Task brief
Task for the records below: please retype exactly and only the lines from the first through the one with "height:2px; margin-top:-1px; transform-origin:0;", with every picture omitted.
*** Source data ***
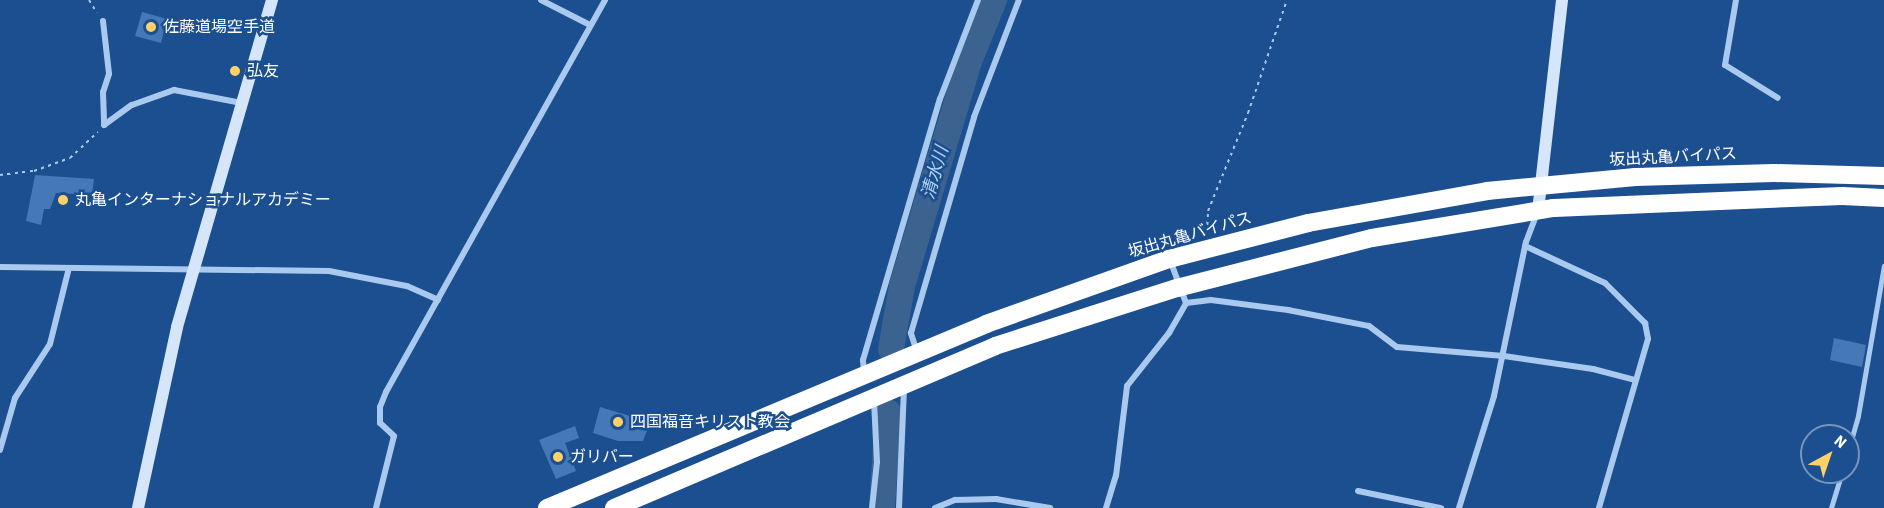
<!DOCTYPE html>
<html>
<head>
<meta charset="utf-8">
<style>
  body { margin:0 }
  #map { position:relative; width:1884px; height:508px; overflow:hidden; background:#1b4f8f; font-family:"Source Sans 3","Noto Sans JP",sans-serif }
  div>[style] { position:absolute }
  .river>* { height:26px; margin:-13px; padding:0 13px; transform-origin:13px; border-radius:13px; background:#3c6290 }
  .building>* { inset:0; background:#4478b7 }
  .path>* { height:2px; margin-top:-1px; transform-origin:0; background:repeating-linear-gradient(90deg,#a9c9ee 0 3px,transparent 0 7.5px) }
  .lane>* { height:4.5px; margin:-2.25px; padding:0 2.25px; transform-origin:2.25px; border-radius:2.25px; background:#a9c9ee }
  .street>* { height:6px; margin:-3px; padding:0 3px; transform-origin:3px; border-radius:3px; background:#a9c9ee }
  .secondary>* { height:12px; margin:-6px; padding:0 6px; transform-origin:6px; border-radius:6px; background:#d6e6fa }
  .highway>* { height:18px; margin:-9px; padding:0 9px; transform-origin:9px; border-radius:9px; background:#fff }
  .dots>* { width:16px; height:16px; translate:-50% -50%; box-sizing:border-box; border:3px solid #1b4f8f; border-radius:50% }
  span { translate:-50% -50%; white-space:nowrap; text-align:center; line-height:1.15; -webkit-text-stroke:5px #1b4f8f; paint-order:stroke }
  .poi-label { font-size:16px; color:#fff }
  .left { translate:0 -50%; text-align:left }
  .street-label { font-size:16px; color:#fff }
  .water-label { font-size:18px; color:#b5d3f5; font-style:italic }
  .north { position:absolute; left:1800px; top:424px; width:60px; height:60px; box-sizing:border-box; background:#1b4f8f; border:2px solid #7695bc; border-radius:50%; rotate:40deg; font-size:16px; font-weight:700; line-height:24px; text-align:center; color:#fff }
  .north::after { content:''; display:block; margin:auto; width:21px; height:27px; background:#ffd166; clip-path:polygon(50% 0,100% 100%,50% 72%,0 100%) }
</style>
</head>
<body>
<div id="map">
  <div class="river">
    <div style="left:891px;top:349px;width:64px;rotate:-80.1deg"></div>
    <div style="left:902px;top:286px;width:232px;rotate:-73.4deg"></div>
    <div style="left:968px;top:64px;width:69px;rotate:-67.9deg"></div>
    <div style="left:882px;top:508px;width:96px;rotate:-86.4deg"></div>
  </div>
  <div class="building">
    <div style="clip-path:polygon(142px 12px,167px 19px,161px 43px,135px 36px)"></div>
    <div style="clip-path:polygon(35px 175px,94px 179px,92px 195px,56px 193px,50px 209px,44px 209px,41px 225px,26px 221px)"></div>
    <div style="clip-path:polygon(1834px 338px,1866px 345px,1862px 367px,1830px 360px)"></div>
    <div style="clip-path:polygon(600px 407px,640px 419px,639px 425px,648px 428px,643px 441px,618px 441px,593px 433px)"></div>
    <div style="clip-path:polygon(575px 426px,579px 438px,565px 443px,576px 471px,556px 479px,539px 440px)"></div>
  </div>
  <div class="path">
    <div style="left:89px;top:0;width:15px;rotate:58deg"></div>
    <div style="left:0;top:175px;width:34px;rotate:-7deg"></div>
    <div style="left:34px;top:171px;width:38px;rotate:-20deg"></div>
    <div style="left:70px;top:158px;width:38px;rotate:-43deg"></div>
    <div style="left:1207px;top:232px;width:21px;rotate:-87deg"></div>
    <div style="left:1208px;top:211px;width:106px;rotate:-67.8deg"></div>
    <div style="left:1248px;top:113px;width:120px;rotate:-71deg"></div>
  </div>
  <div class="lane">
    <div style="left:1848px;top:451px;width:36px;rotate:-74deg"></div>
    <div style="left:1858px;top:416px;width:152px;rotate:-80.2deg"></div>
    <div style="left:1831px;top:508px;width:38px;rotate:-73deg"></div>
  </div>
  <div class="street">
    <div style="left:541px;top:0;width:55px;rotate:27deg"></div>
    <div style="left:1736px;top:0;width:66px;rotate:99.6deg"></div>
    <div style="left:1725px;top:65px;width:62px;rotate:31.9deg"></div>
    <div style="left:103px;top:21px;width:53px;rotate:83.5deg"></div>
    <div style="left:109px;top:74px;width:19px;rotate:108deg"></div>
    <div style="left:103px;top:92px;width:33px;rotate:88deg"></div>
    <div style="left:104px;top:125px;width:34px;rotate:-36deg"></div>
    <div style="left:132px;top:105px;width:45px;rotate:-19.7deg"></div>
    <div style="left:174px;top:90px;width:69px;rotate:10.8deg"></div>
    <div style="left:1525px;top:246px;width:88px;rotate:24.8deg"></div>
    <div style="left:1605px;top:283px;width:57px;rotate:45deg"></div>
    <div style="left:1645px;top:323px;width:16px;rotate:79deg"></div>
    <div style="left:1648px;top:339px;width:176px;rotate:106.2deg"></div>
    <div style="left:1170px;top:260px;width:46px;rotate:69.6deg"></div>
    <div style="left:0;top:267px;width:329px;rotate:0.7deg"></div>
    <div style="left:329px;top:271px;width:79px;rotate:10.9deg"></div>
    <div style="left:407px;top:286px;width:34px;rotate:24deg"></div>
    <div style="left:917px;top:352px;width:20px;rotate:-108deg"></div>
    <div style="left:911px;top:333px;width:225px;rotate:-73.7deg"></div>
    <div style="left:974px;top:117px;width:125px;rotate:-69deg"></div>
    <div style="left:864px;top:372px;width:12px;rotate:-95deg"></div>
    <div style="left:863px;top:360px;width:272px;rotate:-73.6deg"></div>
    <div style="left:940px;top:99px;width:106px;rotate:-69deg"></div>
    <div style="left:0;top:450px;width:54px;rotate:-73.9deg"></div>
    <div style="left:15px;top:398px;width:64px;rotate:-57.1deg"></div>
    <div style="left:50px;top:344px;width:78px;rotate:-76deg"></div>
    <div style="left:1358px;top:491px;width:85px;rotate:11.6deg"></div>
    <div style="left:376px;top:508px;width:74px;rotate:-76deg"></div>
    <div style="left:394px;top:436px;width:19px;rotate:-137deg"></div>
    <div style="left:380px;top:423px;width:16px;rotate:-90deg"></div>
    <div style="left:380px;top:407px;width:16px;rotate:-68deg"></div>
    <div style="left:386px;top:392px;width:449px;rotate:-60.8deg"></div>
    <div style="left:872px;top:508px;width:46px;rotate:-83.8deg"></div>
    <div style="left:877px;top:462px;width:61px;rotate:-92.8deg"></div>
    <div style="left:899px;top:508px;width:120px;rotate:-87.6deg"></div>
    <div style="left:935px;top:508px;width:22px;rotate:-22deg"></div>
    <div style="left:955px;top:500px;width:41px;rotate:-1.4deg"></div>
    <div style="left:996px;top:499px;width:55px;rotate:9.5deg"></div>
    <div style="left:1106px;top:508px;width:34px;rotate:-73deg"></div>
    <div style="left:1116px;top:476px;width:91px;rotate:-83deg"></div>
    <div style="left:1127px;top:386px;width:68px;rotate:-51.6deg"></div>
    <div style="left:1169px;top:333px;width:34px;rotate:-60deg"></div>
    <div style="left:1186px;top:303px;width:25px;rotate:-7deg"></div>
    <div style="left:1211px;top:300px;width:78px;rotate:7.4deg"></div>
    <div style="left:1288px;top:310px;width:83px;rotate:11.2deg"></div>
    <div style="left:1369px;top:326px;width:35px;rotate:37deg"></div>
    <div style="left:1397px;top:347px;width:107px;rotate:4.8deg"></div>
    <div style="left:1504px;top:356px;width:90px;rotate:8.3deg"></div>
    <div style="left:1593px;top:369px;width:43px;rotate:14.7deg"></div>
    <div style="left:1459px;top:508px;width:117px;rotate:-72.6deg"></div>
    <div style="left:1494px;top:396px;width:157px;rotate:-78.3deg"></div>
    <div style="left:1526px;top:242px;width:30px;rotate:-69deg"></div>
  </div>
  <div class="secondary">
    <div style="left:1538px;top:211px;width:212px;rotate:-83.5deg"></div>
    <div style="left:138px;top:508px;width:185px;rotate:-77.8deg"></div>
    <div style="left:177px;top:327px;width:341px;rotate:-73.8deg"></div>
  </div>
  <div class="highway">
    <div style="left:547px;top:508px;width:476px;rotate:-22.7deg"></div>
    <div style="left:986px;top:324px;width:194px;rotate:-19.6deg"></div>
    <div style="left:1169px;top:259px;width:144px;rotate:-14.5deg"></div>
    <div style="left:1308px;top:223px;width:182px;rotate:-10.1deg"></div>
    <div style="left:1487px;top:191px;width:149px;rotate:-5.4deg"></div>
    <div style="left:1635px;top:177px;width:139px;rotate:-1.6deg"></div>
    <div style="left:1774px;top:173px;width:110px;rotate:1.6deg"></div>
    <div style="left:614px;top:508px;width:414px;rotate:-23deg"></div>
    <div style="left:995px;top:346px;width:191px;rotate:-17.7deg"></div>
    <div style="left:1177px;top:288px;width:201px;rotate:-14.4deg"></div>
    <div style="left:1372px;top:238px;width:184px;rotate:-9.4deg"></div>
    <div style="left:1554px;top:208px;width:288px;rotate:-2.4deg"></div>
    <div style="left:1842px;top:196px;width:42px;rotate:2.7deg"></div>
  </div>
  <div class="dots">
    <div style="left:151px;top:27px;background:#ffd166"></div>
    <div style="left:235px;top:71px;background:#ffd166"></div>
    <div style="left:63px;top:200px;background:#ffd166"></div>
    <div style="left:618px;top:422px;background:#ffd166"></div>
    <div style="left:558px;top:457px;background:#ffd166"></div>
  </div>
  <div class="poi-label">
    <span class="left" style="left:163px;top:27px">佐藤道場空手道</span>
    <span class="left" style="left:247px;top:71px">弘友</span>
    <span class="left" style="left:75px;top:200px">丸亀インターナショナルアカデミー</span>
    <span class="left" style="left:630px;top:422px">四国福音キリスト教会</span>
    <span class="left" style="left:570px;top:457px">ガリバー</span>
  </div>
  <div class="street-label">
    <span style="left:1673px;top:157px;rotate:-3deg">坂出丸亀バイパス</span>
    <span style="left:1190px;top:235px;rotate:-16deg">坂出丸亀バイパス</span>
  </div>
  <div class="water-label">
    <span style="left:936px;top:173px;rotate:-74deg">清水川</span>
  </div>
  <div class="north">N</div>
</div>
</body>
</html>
***
Exercise result
<!DOCTYPE html>
<html>
<head>
<meta charset="utf-8">
<style>
  body { margin:0 }
  #map { position:relative; width:1884px; height:508px; overflow:hidden; background:#1b4f8f; font-family:"Source Sans 3","Noto Sans JP",sans-serif }
  div>[style] { position:absolute }
  .river>* { height:26px; margin:-13px; padding:0 13px; transform-origin:13px; border-radius:13px; background:#3c6290 }
  .building>* { inset:0; background:#4478b7 }
  .path>* { height:2px; margin-top:-1px; transform-origin:0; background:repeating-linear-gradient(90deg,#a9c9ee 0 3px,transparent 0 7.5px) }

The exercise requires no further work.